Input records:
__________________________________________________

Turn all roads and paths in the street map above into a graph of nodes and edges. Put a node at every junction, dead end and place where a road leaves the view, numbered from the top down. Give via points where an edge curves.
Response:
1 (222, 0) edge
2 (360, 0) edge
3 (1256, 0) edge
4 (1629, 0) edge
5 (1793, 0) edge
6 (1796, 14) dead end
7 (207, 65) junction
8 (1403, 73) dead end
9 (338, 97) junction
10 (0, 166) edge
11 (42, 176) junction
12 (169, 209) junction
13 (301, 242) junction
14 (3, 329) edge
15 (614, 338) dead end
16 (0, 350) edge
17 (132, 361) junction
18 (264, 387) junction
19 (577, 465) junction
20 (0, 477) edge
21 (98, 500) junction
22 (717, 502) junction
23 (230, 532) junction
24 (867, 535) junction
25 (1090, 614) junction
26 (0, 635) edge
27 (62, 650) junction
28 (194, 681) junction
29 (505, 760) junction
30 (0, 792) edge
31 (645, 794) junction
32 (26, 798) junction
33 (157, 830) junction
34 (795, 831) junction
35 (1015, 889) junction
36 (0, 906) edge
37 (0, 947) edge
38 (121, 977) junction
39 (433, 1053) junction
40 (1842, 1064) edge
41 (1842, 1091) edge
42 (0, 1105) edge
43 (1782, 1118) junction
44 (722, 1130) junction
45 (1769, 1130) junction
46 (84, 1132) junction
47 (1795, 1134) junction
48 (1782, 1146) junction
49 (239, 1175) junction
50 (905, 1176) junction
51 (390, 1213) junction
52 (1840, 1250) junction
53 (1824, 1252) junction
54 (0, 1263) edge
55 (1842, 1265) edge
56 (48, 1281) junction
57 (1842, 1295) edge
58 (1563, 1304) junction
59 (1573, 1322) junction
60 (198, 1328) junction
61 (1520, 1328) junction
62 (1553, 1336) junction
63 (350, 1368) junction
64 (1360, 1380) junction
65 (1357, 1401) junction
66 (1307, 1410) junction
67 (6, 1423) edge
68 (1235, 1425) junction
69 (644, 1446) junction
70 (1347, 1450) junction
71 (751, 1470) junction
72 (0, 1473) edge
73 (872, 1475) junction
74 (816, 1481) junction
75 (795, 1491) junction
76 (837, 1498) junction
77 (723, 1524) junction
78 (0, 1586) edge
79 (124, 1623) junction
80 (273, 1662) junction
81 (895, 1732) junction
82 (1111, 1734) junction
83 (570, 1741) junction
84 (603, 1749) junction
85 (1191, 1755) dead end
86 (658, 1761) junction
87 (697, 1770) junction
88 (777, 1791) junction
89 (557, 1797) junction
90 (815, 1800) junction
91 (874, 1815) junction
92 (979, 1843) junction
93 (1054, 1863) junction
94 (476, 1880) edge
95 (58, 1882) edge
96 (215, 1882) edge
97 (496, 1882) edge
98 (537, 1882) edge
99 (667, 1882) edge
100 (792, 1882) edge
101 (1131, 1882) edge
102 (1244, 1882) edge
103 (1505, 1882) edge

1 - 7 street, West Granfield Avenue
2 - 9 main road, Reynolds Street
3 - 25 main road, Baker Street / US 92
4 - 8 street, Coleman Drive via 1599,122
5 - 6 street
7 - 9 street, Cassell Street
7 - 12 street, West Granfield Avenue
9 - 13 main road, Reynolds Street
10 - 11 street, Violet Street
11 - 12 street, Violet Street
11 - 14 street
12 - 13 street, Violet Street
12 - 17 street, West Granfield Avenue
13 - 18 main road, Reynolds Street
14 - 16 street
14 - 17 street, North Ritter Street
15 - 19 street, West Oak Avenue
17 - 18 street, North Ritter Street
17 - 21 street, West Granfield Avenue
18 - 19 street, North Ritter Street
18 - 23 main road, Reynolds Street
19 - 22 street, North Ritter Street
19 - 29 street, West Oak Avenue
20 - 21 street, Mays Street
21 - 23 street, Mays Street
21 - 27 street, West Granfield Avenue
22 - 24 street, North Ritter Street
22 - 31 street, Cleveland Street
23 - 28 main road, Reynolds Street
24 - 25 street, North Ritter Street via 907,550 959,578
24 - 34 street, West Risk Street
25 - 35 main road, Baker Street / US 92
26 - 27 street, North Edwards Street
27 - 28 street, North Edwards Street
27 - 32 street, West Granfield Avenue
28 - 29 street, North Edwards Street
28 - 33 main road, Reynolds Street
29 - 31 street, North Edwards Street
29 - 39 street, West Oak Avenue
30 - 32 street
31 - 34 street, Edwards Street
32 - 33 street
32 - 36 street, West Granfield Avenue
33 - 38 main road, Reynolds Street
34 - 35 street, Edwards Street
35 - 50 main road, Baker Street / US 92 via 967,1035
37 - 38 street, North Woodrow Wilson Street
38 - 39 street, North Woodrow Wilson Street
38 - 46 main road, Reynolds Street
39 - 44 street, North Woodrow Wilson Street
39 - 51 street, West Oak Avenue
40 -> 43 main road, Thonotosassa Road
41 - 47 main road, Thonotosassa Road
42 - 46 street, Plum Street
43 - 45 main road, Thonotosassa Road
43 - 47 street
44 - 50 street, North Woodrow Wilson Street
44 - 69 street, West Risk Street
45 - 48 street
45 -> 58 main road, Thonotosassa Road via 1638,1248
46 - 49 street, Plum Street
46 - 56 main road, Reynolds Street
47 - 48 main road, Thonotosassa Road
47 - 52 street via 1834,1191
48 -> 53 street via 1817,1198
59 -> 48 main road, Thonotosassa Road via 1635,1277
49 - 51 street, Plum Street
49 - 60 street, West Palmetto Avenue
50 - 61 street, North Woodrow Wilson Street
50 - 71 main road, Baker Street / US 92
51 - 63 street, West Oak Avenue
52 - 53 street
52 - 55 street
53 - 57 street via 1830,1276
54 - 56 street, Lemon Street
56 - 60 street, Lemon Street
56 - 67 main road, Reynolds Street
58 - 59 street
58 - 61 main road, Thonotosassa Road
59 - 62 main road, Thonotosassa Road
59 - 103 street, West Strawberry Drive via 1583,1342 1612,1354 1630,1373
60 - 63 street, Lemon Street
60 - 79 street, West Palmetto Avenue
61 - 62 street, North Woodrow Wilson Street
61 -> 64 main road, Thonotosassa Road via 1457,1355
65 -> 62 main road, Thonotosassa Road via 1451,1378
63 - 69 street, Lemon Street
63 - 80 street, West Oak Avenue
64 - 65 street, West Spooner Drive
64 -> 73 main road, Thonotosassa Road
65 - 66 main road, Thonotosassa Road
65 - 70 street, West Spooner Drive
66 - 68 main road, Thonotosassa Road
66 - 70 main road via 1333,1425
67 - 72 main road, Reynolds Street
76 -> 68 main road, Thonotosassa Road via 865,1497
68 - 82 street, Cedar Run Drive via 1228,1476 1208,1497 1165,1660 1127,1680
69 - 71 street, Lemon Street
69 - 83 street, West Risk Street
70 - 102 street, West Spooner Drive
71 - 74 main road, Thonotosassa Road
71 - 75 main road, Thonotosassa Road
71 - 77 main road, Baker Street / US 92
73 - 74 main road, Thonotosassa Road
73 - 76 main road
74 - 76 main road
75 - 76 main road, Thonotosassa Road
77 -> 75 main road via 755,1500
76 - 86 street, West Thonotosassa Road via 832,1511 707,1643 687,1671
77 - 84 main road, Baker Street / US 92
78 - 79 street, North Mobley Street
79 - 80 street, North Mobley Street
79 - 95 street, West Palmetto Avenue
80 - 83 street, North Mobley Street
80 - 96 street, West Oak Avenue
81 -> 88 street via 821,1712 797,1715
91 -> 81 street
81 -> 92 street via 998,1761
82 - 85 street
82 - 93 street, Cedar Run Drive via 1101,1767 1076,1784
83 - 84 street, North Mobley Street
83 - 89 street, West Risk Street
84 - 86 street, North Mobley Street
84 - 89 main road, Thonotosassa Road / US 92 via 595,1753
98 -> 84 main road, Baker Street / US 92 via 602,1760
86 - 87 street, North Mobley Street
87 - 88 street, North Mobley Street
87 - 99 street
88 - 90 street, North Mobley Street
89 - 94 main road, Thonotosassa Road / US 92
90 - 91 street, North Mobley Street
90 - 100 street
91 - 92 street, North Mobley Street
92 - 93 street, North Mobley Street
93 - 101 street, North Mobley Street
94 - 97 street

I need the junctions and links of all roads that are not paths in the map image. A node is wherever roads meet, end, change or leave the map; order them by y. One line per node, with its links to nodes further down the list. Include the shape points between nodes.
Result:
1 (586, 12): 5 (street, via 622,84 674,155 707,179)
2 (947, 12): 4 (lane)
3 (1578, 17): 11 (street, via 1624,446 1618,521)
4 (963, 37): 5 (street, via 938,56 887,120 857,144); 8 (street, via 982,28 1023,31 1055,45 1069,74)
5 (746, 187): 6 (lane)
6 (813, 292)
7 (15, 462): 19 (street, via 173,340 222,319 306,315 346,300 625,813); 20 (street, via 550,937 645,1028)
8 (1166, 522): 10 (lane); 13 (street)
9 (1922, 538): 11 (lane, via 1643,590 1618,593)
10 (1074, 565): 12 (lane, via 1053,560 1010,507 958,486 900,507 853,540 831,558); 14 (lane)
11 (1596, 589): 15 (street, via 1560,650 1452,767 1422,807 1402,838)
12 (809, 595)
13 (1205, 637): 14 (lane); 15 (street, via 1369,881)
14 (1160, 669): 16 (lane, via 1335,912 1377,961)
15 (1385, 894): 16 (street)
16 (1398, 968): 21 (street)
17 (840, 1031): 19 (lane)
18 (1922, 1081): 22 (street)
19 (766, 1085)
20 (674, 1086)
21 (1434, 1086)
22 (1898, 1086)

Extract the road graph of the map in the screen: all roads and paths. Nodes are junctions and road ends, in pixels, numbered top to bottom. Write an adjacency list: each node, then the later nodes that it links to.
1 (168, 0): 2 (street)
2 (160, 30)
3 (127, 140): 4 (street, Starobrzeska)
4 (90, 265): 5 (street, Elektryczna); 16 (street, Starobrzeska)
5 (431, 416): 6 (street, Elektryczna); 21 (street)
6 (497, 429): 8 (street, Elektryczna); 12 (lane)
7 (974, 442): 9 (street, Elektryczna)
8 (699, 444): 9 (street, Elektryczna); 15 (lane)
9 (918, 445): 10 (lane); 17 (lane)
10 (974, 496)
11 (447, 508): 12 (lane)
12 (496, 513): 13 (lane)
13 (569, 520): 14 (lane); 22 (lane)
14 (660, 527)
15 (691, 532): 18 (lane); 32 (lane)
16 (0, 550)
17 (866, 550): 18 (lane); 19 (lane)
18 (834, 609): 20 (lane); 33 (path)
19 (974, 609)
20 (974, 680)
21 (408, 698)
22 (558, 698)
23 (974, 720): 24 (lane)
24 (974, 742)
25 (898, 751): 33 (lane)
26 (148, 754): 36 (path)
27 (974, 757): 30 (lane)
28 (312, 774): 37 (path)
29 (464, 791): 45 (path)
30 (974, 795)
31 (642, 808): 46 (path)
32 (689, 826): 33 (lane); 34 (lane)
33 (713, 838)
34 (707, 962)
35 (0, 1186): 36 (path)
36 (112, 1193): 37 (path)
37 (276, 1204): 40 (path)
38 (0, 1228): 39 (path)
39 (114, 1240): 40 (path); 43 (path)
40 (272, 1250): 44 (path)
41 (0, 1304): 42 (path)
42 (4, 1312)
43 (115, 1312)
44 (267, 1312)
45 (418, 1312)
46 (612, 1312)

__________________________________________________

Task objective:
Using the listing above, locate the lines that hold "Granfield" and copy each one.

Written response:
1 - 7 street, West Granfield Avenue
7 - 12 street, West Granfield Avenue
12 - 17 street, West Granfield Avenue
17 - 21 street, West Granfield Avenue
21 - 27 street, West Granfield Avenue
27 - 32 street, West Granfield Avenue
32 - 36 street, West Granfield Avenue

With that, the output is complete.